例え自分に似ているとはいえ、肌の色といい目の色といい、とても自分とは思えない。
酒童はれっきとした黄色人種だし、目の色だって東洋人らしい黒色だ。
しかし、鬼門はそんな酒童に向けて容赦無く言い放った。
「これは貴方です」
(うそだ)
酒童は必死に首を左右に振った。
自分なはずがない。
こんな化け物、いくら似ているとはいえ……。
酒童はとても、鏡に映る“自分”を認めたくはなかった。
さっと血の気が引いてしまった酒童の前から鏡を下げ、地区長は紅いボストンバッグから、ずるりと何かを取り出すや、檻の前に翳した。

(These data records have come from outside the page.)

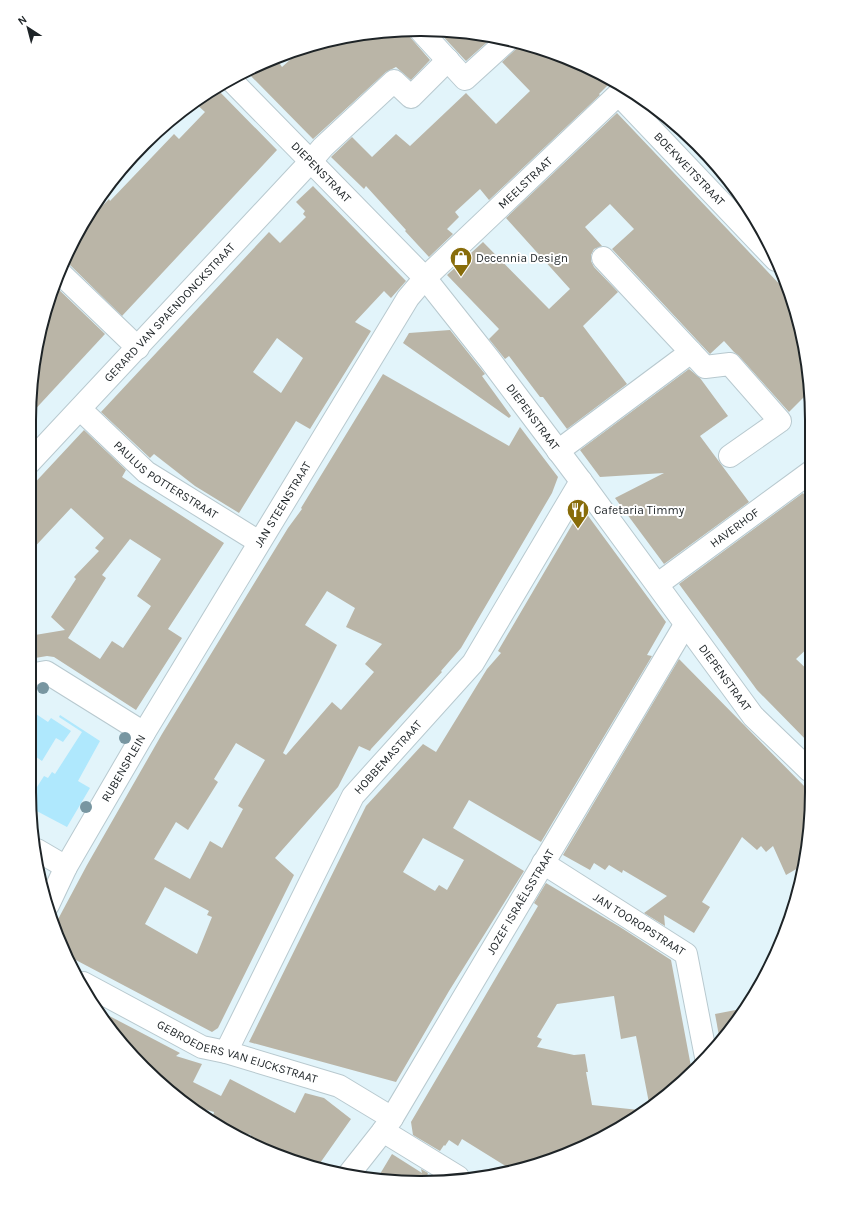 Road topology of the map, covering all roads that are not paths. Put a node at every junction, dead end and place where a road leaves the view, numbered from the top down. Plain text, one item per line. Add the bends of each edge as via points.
1 (428, 36) edge
2 (503, 45) edge
3 (448, 60) junction
4 (235, 84) edge
5 (620, 93) edge
6 (627, 97) edge
7 (311, 161) junction
8 (762, 245) edge
9 (604, 258) dead end
10 (64, 277) edge
11 (425, 278) junction
12 (138, 348) junction
13 (691, 352) junction
14 (80, 409) junction
15 (558, 451) junction
16 (36, 456) edge
17 (730, 456) dead end
18 (805, 476) edge
19 (581, 481) junction
20 (260, 542) junction
21 (658, 584) junction
22 (685, 625) junction
23 (36, 674) edge
24 (144, 733) junction
25 (805, 766) edge
26 (41, 852) edge
27 (543, 863) junction
28 (66, 867) junction
29 (51, 898) edge
30 (89, 985) edge
31 (705, 1050) edge
32 (226, 1052) junction
33 (387, 1124) junction
34 (352, 1170) edge
35 (454, 1174) edge

1 - 3 street
2 - 3 street via 466,79
3 - 7 street, GERARD VAN SPAENDONCKSTRAAT via 411,97 394,81
4 - 7 street, DIEPENSTRAAT
5 - 11 street, MEELSTRAAT
6 - 8 street, BOEKWEITSTRAAT
7 - 11 street, DIEPENSTRAAT
7 - 12 street, GERARD VAN SPAENDONCKSTRAAT
9 - 13 street
10 - 12 street
11 - 15 street, DIEPENSTRAAT
11 - 20 street, JAN STEENSTRAAT via 404,304
12 - 14 street, GERARD VAN SPAENDONCKSTRAAT
13 - 15 street
13 - 17 street via 705,367 730,364 780,421
14 - 16 street, GERARD VAN SPAENDONCKSTRAAT
14 - 20 street, PAULUS POTTERSTRAAT via 146,472
15 - 19 street, DIEPENSTRAAT
18 - 21 street, HAVERHOF
19 - 21 street, DIEPENSTRAAT
19 - 32 street, HOBBEMASTRAAT via 473,663 353,796
20 - 24 street, JAN STEENSTRAAT
21 - 22 street, DIEPENSTRAAT
22 - 25 street, DIEPENSTRAAT via 753,716
22 - 27 street, JOZEF ISRAËLSSTRAAT
23 - 24 street, RUBENSPLEIN via 46,672
24 - 28 street, RUBENSPLEIN
26 - 28 street
27 - 31 street, JAN TOOROPSTRAAT via 686,954
27 - 33 street, JOZEF ISRAËLSSTRAAT
28 - 29 street, RUBENSPLEIN
30 - 32 street, GEBROEDERS VAN EIJCKSTRAAT via 202,1047
32 - 33 street, GEBROEDERS VAN EIJCKSTRAAT via 339,1086
33 - 34 street, JOZEF ISRAËLSSTRAAT
33 - 35 street, GEBROEDERS VAN EIJCKSTRAAT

「これは、おとといの晩に君が“駆除”した、西洋妖怪の首だ」
地区長が鷲掴みにして翳したそれは、あの人狼の無残な生首であった。
まだ己の死を自覚できていないような―――いまにも、近くにいる人間に噛みつかんばかりの獰猛な貌をしていた。
自分の死にさえ気付いていないような人狼の生首から、尋常ならぬ速さで首を狩り取られたのだと悟れる。